> EXERCISE PROMPT:
Among the lines below, copy each one in which "item" appears.

> MATERIAL TO PROCESS:

***

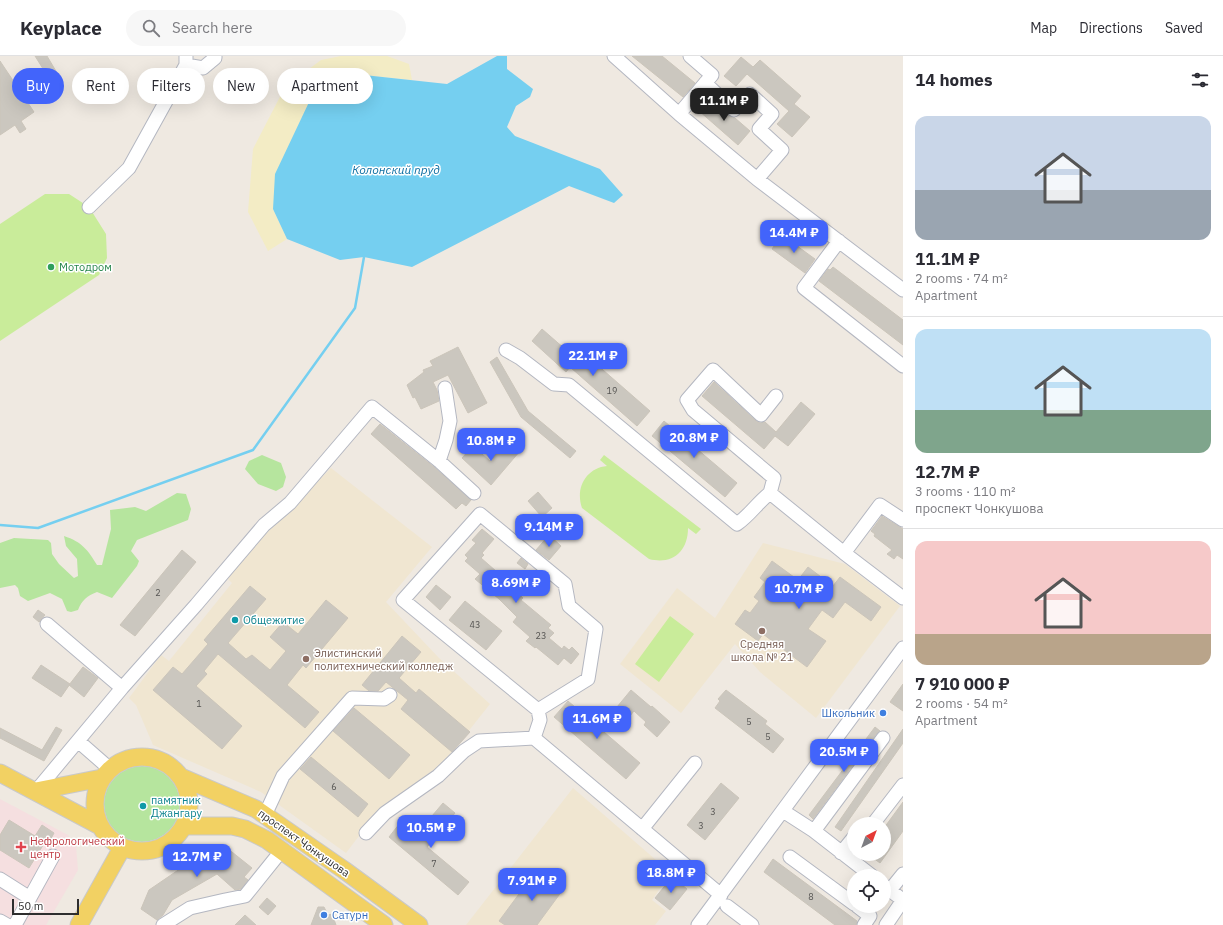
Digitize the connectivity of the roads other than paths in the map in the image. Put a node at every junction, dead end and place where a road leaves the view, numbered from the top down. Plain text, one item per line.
1 (216, 56) edge
2 (614, 56) edge
3 (690, 56) edge
4 (186, 61) edge
5 (705, 83) junction
6 (679, 114) junction
7 (757, 179) junction
8 (89, 207) dead end
9 (839, 241) junction
10 (903, 290) edge
11 (506, 350) dead end
12 (903, 366) edge
13 (445, 388) dead end
14 (776, 396) dead end
15 (439, 461) junction
16 (474, 493) dead end
17 (770, 493) junction
18 (903, 520) edge
19 (844, 553) junction
20 (903, 598) edge
21 (47, 624) dead end
22 (903, 648) edge
23 (122, 688) junction
24 (390, 695) dead end
25 (538, 710) junction
26 (534, 738) junction
27 (883, 738) dead end
28 (78, 741) junction
29 (695, 763) dead end
30 (0, 772) edge
31 (106, 774) junction
32 (181, 776) junction
33 (903, 785) edge
34 (36, 791) junction
35 (783, 811) junction
36 (265, 815) junction
37 (878, 817) edge
38 (100, 826) junction
39 (184, 826) junction
40 (642, 829) junction
41 (814, 831) junction
42 (366, 834) dead end
43 (847, 846) edge
44 (122, 848) junction
45 (282, 850) junction
46 (842, 853) junction
47 (53, 856) dead end
48 (790, 857) dead end
49 (863, 869) edge
50 (903, 874) edge
51 (0, 879) edge
52 (891, 884) edge
53 (891, 891) edge
54 (30, 898) junction
55 (847, 899) edge
56 (903, 900) edge
57 (724, 901) junction
58 (866, 913) edge
59 (0, 921) edge
60 (80, 924) edge
61 (8, 925) edge
62 (15, 925) edge
63 (164, 925) edge
64 (384, 925) edge
65 (419, 925) edge
66 (698, 925) edge
67 (752, 925) edge
68 (864, 925) edge
69 (886, 925) edge

1 - 4 street
2 - 6 street
3 - 5 street
4 - 8 street
5 - 6 street
5 - 7 street
6 - 7 street
7 - 9 street
9 - 10 street
9 - 12 street
11 - 17 street
13 - 15 street
14 - 17 street
15 - 16 street
15 - 23 street
17 - 19 street
18 - 19 street
19 - 20 street
21 - 23 street
22 - 35 street
23 - 28 street
24 - 36 street
25 - 25 street
25 - 26 street
26 - 40 street
26 - 42 street
27 - 41 street
28 - 31 street
28 - 34 street
29 - 40 street
30 - 34 main road
31 - 32 main road
31 - 34 main road
31 - 38 main road
32 - 36 main road, проспект Чонкушова
32 - 39 main road
33 - 37 street
34 - 38 main road
35 - 41 street
35 - 57 street
36 - 65 main road, проспект Чонкушова
38 - 44 main road
39 - 44 main road
39 - 45 main road, проспект Чонкушова
40 - 57 street
41 - 46 street
43 - 46 street
44 - 60 main road
45 - 63 street
45 - 64 main road, проспект Чонкушова
46 - 49 street
47 - 54 street
48 - 55 street
50 - 52 street
51 - 54 street
53 - 56 street
54 - 62 street
56 - 69 street
57 - 66 street
57 - 67 street
58 - 68 street
59 - 61 street

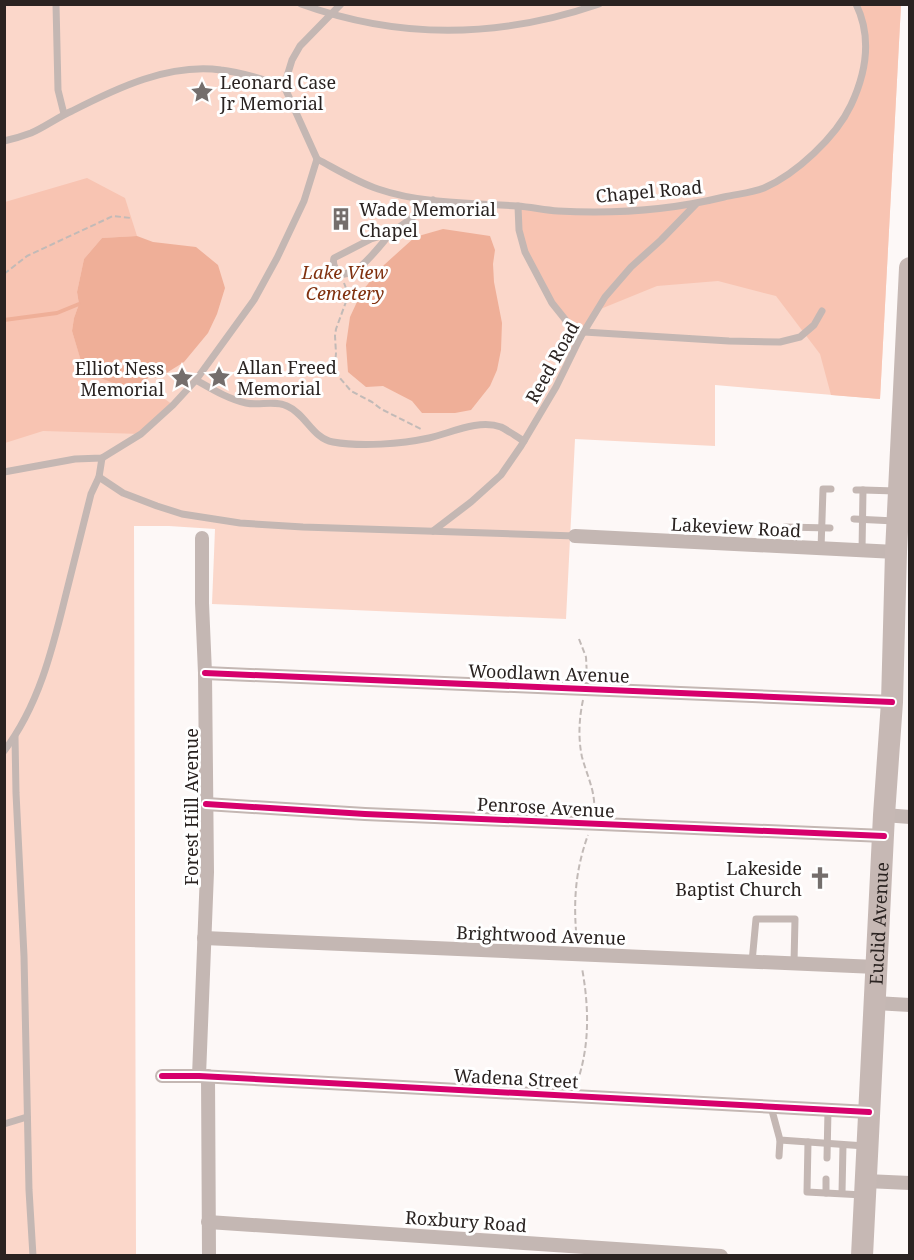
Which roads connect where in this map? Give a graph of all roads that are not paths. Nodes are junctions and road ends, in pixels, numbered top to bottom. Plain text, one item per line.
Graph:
1 (56, 4) edge
2 (301, 4) edge
3 (341, 4) edge
4 (599, 4) edge
5 (856, 4) edge
6 (331, 15) junction
7 (284, 86) junction
8 (64, 114) junction
9 (4, 141) edge
10 (317, 159) junction
11 (433, 200) junction
12 (696, 204) junction
13 (518, 206) junction
14 (391, 233) junction
15 (909, 268) edge
16 (822, 311) dead end
17 (582, 335) junction
18 (196, 380) junction
19 (524, 441) junction
20 (102, 458) junction
21 (4, 472) edge
22 (99, 477) junction
23 (831, 489) dead end
24 (899, 491) junction
25 (858, 519) junction
26 (897, 521) junction
27 (785, 527) dead end
28 (826, 528) junction
29 (433, 531) junction
30 (575, 536) joint
31 (202, 537) dead end
32 (821, 549) junction
33 (862, 551) junction
34 (896, 552) junction
35 (205, 673) junction
36 (892, 702) junction
37 (15, 737) junction
38 (4, 751) edge
39 (206, 804) junction
40 (909, 817) edge
41 (884, 826) junction
42 (204, 938) junction
43 (752, 962) junction
44 (794, 963) junction
45 (876, 967) junction
46 (874, 1003) junction
47 (909, 1005) edge
48 (162, 1076) dead end
49 (204, 1076) junction
50 (771, 1107) junction
51 (828, 1110) junction
52 (869, 1112) junction
53 (27, 1117) junction
54 (4, 1124) edge
55 (780, 1140) junction
56 (808, 1142) junction
57 (827, 1144) junction
58 (843, 1145) junction
59 (867, 1146) junction
60 (779, 1156) dead end
61 (827, 1158) dead end
62 (826, 1179) dead end
63 (909, 1183) edge
64 (865, 1188) junction
65 (826, 1193) junction
66 (842, 1193) junction
67 (208, 1222) junction
68 (33, 1256) edge
69 (208, 1256) edge
70 (721, 1256) edge
71 (862, 1256) edge

1 - 8 lane
2 - 6 lane
3 - 6 lane
4 - 6 lane
5 - 12 lane, Chapel Road
6 - 7 lane
7 - 8 lane
7 - 10 lane
8 - 9 lane
10 - 11 lane, Chapel Road
10 - 18 lane
11 - 13 lane, Chapel Road
11 - 14 lane
12 - 13 lane, Chapel Road
12 - 17 lane, Reed Road
13 - 17 lane
14 - 14 lane
15 - 24 main road, Euclid Avenue
16 - 17 lane
17 - 19 lane, Reed Road
18 - 19 lane
18 - 20 lane
19 - 29 lane, Reed Road
20 - 21 lane
20 - 22 lane
22 - 29 lane
22 - 37 lane
23 - 28 lane
24 - 25 lane
24 - 26 main road, Euclid Avenue
25 - 26 lane
25 - 33 lane
26 - 34 main road, Euclid Avenue
27 - 28 lane
28 - 32 lane
29 - 30 lane
30 - 32 street, Lakeview Road
31 - 35 street, Forest Hill Avenue
32 - 33 street, Lakeview Road
33 - 34 street, Lakeview Road
34 - 36 main road, Euclid Avenue
35 - 36 street, Woodlawn Avenue
35 - 39 street, Forest Hill Avenue
36 - 41 main road, Euclid Avenue
37 - 38 lane
37 - 53 lane
39 - 41 street, Penrose Avenue
39 - 42 street, Forest Hill Avenue
40 - 41 street, Penrose Avenue
41 - 45 main road, Euclid Avenue
42 - 43 street, Brightwood Avenue
42 - 49 street, Forest Hill Avenue
43 - 44 street, Brightwood Avenue
43 - 44 lane
44 - 45 street, Brightwood Avenue
45 - 46 main road, Euclid Avenue
46 - 47 street
46 - 52 main road, Euclid Avenue
48 - 49 street, Wadena Street
49 - 50 street, Wadena Street
49 - 67 street, Forest Hill Avenue
50 - 51 street, Wadena Street
50 - 55 lane
51 - 52 street, Wadena Street
51 - 57 lane
52 - 59 main road, Euclid Avenue
53 - 54 lane
53 - 68 lane
55 - 56 lane
55 - 60 lane
56 - 57 lane
56 - 65 lane
57 - 58 lane
57 - 61 lane
58 - 59 lane
58 - 66 lane
59 - 64 main road, Euclid Avenue
62 - 65 lane
63 - 64 street
64 - 66 lane
64 - 71 main road, Euclid Avenue
65 - 66 lane
67 - 69 street, Forest Hill Avenue
67 - 70 street, Roxbury Road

***

> RESULT OF THE EXERCISE:
Digitize the connectivity of the roads other than paths in the map in the image. Put a node at every junction, dead end and place where a road leaves the view, numbered from the top down. Plain text, one item per line.
Which roads connect where in this map? Give a graph of all roads that are not paths. Nodes are junctions and road ends, in pixels, numbered top to bottom. Plain text, one item per line.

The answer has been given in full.